Saturday's break-in was staged.
It was all part of a two-day wish come true for an Everett boy sworn in Sunday as an honorary officer with the Bellevue Police Department.
xxx SNIP xxxx
Before turning 3, Gage was diagnosed with an optic glioma brain tumor, affecting his optic nerves. It stole his sight. Legally blind, Gage has very slight vision in his left eye and none in his right.
Gage was featured in this column( http://www.heraldnet.com/article/20110612/NEWS01/706129929 ) in 2011 when he was treated with cutting-edge proton therapy at the University of Texas MD Anderson Cancer Center in Houston. Hammer said Tuesday that her son's tumor is stable. He is now getting no treatment for it.
(Excerpt) Read more at heraldnet.com ...
I wasn't sure if we had to excerpt the Everett Herald.
PING
B U M P
This kind of thing is excellent.I worked for 20 years in a large hospital that didn’t have a pediatric department (because a huge pediatric hospital sat right next door).As tough as working with sick adults was I couldn’t have handled seeing sick kids.People who treat sick kids or help make them smile have a special place in Heaven IMO.
Heartwarming is right, thanks for posting.
I would agree.
Did he want to shoot someone’s dog?
You are thinking of the FEDS....FEDS shoot dogs...the police like animals.
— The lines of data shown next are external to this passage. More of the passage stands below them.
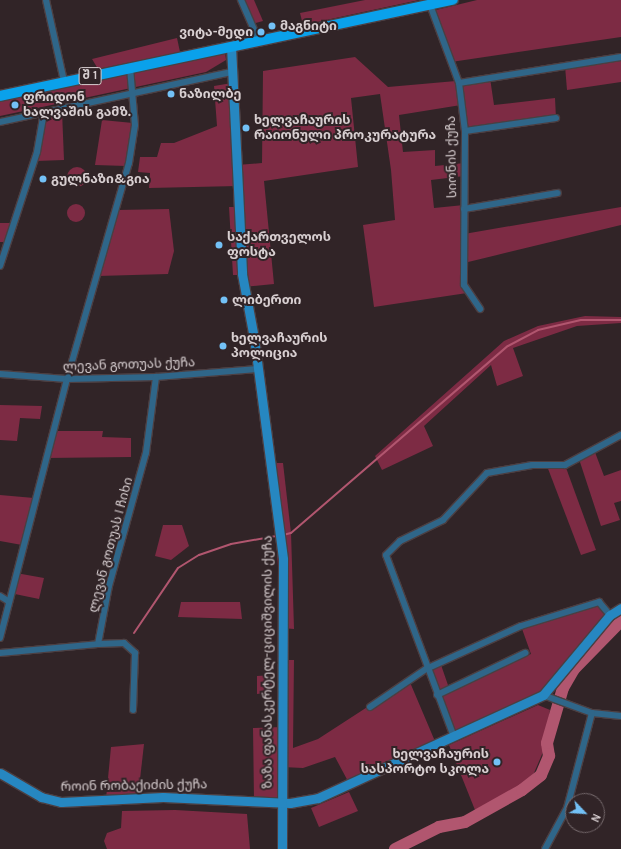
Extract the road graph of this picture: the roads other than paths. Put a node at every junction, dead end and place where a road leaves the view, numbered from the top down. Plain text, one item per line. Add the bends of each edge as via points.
1 (46, 0) edge
2 (241, 0) edge
3 (453, 0) edge
4 (430, 5) junction
5 (258, 41) junction
6 (231, 46) junction
7 (621, 57) edge
8 (130, 68) junction
9 (231, 72) junction
10 (64, 81) junction
11 (458, 83) junction
12 (133, 93) junction
13 (0, 96) edge
14 (44, 112) junction
15 (556, 118) dead end
16 (0, 122) edge
17 (465, 131) junction
18 (558, 193) dead end
19 (464, 209) junction
20 (0, 266) edge
21 (480, 309) dead end
22 (258, 369) junction
23 (0, 374) edge
24 (156, 377) junction
25 (67, 378) junction
26 (621, 435) edge
27 (0, 596) edge
28 (8, 601) junction
29 (621, 608) edge
30 (610, 615) junction
31 (0, 638) edge
32 (98, 644) junction
33 (0, 653) edge
34 (525, 653) dead end
35 (426, 669) junction
36 (437, 695) junction
37 (548, 697) junction
38 (370, 707) dead end
39 (133, 710) dead end
40 (592, 713) junction
41 (621, 716) edge
42 (454, 738) junction
43 (0, 774) edge
44 (281, 802) junction
45 (282, 849) edge
46 (545, 849) edge

1 - 10 street
2 - 5 street
3 - 4 main road, შ 1
4 - 5 main road, შ 1
4 - 11 street, სიონის ქუჩა
5 - 6 main road, შ 1
6 - 8 main road, შ 1
6 - 9 street, ზაზა ფანასკერტელ-ციციშვილის ქუჩა
7 - 11 street
8 - 10 main road, შ 1
8 - 12 street
9 - 12 street
9 - 22 street, ზაზა ფანასკერტელ-ციციშვილის ქუჩა via 242,274
10 - 13 main road, შ 1
11 - 17 street, სიონის ქუჩა
12 - 14 street
12 - 25 street via 135,126 129,163
14 - 16 street
14 - 20 street via 37,152
15 - 17 street
17 - 19 street, სიონის ქუჩა
18 - 19 street
19 - 21 street, სიონის ქუჩა via 464,285
22 - 24 street, ლევან გოთუას ქუჩა
22 - 44 street, ზაზა ფანასკერტელ-ციციშვილის ქუჩა via 281,542
23 - 25 street, ლევან გოთუას ქუჩა
24 - 25 street, ლევან გოთუას ქუჩა
24 - 32 street, ლევან გოთუას I ჩიხი via 146,453 109,586
25 - 28 street
26 - 35 street via 565,465 527,466 487,473 443,520 400,541 386,555
27 - 28 street
28 - 31 street
29 - 30 street, როინ რობაქიძის ქუჩა
30 - 35 street via 600,602 592,604 521,626
30 - 37 street, როინ რობაქიძის ქუჩა
32 - 33 street
32 - 39 street via 124,643 135,653
34 - 36 street
35 - 36 street
35 - 38 street
36 - 42 street
37 - 40 street
37 - 42 street, როინ რობაქიძის ქუჩა
40 - 41 street
40 - 46 street via 567,808
42 - 44 street, როინ რობაქიძის ქუჩა via 318,798
43 - 44 street, როინ რობაქიძის ქუჩა via 41,797 61,802 163,797
44 - 45 street, ზაზა ფანასკერტელ-ციციშვილის ქუჩა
I think it’s a pretty widespread cop tactic in these past few years, local, county, state and federal police are shooting people’s dogs for no good reason. Sometimes when they serve warrants at the wrong house, sometimes even when they are chasing a suspect through someone else’s yard and encounter a dog in its own back yard.
I must have missed that training.
Do you really want to be pinged to all the “cop shoots dog for no reason” stories? Because there are a lot of them, dozens of them that I have seen.
Just because there are incidents of cops shooting dogs doesn’t mean it is a “tactic” which is what you typed.
I know a cop who LOVES dogs...actually has too many if you ask me...he shot a dog. It wasn’t a tactic, it was a response to a marauding dog trying to bite people.
If you don’t like cops or authority figures or ticket writers, or whatever, that’s anyone’s right.
But don’t say that cops have a “tactic” of shooting dogs.
It’s not true. You won’t find a single police officer who has been trained to shoot dogs for any reason other than it was a perceived threat.